What to produce -> Go through the data and retrieve each line that includes the string "main".

[Opening Listed records section]

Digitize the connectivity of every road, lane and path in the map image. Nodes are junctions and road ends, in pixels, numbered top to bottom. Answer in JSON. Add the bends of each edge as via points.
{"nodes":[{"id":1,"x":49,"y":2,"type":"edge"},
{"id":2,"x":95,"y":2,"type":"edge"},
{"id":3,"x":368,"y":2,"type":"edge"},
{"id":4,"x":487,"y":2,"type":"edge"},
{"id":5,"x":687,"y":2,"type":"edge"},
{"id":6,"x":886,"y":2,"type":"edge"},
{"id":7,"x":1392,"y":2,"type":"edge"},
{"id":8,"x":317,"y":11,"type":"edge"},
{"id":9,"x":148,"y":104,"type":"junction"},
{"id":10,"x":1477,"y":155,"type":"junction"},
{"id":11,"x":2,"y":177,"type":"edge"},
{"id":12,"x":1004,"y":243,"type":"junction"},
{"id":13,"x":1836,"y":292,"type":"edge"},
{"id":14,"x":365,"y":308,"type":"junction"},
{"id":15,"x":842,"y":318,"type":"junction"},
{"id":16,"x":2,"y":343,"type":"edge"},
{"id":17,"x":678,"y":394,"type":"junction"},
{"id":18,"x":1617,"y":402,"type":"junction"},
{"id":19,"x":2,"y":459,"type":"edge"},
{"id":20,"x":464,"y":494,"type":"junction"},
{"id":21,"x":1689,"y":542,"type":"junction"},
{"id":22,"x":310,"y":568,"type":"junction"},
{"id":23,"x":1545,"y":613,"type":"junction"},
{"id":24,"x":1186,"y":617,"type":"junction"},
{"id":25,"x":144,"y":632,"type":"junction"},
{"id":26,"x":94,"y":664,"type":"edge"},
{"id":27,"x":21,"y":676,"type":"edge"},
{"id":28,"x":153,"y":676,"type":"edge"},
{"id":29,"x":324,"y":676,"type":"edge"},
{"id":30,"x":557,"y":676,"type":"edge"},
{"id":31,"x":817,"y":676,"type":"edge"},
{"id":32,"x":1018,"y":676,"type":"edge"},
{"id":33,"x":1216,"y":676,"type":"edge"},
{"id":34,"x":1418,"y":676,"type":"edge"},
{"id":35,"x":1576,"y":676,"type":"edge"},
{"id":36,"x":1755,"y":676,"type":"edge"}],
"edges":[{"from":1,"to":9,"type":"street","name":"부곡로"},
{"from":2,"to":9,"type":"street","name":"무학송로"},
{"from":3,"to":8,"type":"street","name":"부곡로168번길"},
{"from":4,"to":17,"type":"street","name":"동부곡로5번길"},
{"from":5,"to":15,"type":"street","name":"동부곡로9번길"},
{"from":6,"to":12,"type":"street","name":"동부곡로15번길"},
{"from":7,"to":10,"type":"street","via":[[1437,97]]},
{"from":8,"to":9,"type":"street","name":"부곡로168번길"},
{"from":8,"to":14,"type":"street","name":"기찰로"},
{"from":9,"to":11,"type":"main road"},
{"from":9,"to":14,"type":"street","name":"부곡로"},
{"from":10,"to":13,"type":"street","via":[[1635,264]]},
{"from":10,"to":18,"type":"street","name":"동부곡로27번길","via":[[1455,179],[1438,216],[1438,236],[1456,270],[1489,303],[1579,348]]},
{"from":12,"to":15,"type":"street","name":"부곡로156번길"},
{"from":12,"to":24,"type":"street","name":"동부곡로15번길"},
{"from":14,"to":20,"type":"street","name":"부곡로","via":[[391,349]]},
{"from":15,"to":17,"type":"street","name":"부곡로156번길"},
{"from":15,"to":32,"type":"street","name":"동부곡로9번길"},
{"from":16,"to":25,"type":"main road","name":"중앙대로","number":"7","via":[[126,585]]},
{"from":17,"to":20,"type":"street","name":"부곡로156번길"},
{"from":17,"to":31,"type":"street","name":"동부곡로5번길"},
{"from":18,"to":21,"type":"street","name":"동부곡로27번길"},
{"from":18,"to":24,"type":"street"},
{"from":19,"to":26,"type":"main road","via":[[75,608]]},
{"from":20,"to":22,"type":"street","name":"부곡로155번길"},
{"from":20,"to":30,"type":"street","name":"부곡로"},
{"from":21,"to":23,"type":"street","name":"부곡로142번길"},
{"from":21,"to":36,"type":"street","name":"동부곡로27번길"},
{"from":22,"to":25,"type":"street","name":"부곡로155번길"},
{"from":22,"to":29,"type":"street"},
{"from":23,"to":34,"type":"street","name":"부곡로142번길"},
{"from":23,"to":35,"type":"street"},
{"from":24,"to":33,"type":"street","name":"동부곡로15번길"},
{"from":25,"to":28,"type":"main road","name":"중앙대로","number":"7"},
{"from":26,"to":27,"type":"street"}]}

[Closing Listed records section]

Solved exercise ->
{"from":9,"to":11,"type":"main road"},
{"from":16,"to":25,"type":"main road","name":"중앙대로","number":"7","via":[[126,585]]},
{"from":19,"to":26,"type":"main road","via":[[75,608]]},
{"from":25,"to":28,"type":"main road","name":"중앙대로","number":"7"},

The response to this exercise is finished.